[Stored data]
<<<<

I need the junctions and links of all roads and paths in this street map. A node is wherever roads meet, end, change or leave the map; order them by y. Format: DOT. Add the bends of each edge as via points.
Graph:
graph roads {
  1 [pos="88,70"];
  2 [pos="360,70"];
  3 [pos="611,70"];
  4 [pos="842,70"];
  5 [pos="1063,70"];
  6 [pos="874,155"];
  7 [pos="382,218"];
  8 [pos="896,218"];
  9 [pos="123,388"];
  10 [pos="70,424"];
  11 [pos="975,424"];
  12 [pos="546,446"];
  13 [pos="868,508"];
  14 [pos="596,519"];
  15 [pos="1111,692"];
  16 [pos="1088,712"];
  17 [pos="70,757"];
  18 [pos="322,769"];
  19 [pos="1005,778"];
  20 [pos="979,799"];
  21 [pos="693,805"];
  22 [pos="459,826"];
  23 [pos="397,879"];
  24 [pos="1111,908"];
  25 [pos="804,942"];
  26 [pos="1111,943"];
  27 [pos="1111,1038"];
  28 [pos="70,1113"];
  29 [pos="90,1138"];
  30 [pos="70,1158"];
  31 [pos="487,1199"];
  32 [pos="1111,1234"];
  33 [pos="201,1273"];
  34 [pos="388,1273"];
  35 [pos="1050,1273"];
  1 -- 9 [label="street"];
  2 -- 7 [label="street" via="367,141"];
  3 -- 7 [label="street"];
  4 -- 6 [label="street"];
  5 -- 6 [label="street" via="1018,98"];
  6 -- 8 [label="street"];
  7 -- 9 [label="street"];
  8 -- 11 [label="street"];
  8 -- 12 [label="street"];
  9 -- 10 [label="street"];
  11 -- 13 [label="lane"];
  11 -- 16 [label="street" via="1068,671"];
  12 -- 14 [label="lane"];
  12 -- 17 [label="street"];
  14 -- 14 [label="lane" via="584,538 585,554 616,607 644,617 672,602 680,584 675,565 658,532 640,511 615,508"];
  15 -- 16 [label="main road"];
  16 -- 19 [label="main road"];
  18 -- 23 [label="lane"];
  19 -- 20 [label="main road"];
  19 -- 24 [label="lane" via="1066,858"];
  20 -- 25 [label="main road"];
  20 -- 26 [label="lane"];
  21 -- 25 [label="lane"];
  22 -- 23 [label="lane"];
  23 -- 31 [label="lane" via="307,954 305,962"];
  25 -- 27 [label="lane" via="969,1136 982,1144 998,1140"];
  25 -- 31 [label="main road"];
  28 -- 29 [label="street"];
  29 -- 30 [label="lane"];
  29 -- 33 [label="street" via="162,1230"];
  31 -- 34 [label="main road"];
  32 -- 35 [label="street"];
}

>>>>
<<<<

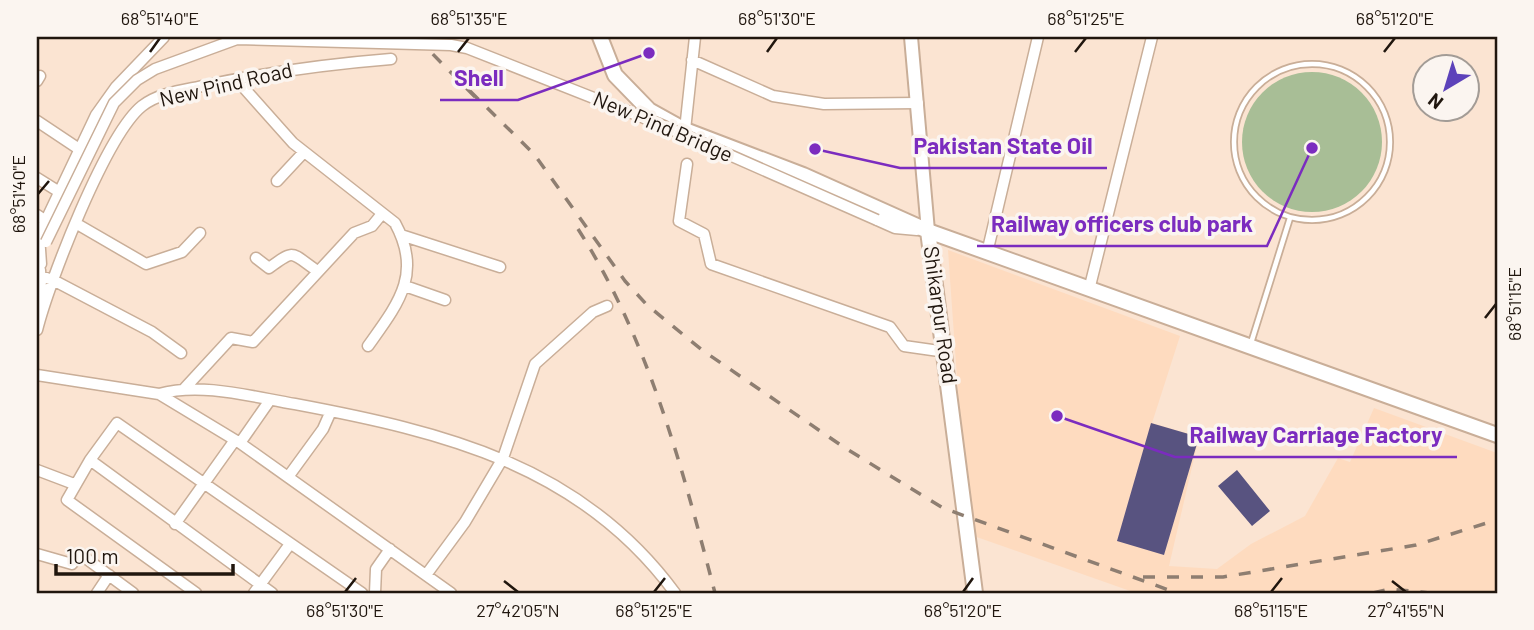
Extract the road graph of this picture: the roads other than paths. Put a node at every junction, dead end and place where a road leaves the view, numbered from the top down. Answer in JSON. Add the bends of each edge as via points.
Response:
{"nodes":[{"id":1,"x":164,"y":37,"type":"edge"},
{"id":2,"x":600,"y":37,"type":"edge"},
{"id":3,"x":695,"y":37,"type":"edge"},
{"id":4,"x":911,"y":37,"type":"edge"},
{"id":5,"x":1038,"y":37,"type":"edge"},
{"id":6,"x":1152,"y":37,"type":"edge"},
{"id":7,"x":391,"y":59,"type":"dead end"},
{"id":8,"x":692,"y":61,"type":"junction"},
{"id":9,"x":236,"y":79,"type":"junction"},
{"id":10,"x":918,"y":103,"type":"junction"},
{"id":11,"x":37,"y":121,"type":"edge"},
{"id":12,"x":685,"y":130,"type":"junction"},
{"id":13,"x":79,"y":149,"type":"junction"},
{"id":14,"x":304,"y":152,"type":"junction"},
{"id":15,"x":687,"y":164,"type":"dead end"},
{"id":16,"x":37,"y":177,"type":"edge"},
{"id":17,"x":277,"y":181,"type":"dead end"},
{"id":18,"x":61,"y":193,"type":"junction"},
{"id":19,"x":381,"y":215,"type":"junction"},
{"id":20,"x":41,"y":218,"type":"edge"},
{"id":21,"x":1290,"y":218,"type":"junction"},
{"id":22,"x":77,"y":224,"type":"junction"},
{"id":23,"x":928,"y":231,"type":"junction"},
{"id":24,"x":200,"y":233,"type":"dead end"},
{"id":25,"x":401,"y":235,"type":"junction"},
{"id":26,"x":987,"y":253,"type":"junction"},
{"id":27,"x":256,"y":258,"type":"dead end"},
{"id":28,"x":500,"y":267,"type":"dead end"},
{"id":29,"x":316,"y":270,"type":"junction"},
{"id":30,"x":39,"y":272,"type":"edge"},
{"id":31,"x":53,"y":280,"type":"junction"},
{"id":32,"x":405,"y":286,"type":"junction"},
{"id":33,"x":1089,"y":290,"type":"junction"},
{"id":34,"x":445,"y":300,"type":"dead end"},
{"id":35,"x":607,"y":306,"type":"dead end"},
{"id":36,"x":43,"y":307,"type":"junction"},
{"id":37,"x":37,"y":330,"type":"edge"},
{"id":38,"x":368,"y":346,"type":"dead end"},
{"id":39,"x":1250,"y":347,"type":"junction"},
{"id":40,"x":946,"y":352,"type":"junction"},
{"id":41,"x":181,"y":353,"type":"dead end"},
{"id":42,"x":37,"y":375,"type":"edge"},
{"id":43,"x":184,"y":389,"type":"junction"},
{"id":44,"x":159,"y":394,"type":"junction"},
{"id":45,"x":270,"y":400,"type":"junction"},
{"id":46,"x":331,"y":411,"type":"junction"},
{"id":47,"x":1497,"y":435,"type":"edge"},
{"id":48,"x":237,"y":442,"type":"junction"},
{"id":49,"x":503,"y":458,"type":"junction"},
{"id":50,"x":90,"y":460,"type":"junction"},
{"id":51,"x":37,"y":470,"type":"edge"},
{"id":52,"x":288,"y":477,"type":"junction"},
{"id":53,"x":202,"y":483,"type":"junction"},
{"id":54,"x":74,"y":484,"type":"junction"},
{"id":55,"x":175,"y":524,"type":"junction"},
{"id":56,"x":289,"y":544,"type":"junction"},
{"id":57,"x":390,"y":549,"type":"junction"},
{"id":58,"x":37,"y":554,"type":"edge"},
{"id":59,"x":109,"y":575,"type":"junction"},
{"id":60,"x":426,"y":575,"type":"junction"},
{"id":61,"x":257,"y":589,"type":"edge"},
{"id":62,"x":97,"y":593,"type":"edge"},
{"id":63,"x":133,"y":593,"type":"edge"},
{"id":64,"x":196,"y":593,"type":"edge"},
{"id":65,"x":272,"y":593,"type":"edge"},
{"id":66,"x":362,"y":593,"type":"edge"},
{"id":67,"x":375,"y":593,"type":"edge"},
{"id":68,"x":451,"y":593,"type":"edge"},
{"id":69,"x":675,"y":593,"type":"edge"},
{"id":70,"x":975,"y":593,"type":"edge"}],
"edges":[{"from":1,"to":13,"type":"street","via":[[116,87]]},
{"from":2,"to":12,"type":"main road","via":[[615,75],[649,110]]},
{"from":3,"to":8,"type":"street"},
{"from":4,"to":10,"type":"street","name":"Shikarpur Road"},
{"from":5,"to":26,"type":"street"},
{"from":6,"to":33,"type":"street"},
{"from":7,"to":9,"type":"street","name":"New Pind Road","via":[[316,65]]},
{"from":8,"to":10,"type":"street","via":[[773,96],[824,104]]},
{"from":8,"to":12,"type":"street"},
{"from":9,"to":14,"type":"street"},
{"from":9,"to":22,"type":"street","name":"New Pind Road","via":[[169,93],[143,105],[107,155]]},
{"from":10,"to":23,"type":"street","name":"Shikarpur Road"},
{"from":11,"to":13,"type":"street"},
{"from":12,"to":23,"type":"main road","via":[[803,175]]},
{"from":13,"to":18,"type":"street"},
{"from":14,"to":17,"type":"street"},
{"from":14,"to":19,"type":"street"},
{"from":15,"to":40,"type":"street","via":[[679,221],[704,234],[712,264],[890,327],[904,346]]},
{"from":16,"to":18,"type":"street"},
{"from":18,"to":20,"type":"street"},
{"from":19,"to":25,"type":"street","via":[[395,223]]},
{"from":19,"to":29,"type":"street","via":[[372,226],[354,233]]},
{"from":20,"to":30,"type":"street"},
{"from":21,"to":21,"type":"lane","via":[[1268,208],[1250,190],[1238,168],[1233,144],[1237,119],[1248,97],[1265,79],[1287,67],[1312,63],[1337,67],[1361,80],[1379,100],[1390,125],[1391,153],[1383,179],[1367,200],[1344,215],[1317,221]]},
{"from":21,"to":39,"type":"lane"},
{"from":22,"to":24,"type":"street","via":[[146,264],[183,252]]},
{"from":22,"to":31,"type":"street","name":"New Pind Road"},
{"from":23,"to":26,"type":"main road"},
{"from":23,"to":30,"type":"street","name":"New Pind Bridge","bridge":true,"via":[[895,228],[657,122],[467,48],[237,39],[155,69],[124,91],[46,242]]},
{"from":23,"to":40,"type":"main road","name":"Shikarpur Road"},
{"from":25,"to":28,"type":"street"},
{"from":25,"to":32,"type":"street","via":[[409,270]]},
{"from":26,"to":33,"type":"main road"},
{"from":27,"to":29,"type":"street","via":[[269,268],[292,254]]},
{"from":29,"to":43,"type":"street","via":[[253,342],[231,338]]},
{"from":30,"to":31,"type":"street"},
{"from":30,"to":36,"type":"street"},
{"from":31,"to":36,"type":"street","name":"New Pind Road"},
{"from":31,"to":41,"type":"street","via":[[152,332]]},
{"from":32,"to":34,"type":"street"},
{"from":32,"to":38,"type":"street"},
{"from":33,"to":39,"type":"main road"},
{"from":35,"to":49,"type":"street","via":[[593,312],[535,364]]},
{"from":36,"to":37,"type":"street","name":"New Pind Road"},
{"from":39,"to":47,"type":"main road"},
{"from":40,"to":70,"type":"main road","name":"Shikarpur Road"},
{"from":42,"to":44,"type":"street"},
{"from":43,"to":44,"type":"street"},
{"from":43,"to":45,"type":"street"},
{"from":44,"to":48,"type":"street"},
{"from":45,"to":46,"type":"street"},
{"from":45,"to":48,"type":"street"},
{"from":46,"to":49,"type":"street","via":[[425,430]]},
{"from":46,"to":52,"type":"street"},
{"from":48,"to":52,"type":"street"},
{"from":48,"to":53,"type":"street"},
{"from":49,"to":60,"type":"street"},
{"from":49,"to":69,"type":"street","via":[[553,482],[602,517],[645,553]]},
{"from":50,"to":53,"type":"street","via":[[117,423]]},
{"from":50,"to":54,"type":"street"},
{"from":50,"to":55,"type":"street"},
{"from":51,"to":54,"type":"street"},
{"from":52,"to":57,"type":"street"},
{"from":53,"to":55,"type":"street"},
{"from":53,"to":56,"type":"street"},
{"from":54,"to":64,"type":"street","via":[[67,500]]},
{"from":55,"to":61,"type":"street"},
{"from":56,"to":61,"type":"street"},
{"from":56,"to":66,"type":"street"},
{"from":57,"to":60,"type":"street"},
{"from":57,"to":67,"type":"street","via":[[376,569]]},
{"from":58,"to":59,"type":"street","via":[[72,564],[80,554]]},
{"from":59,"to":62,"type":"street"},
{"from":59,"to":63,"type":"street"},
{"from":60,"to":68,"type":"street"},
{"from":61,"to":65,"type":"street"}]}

>>>>

**WORK TO BE COMPLETED**
Go line by line through the records and copy those that contain the word "each".

**ANSWER BOX**
I need the junctions and links of all roads and paths in this street map. A node is wherever roads meet, end, change or leave the map; order them by y. Format: DOT. Add the bends of each edge as via points.
Extract the road graph of this picture: the roads other than paths. Put a node at every junction, dead end and place where a road leaves the view, numbered from the top down. Answer in JSON. Add the bends of each edge as via points.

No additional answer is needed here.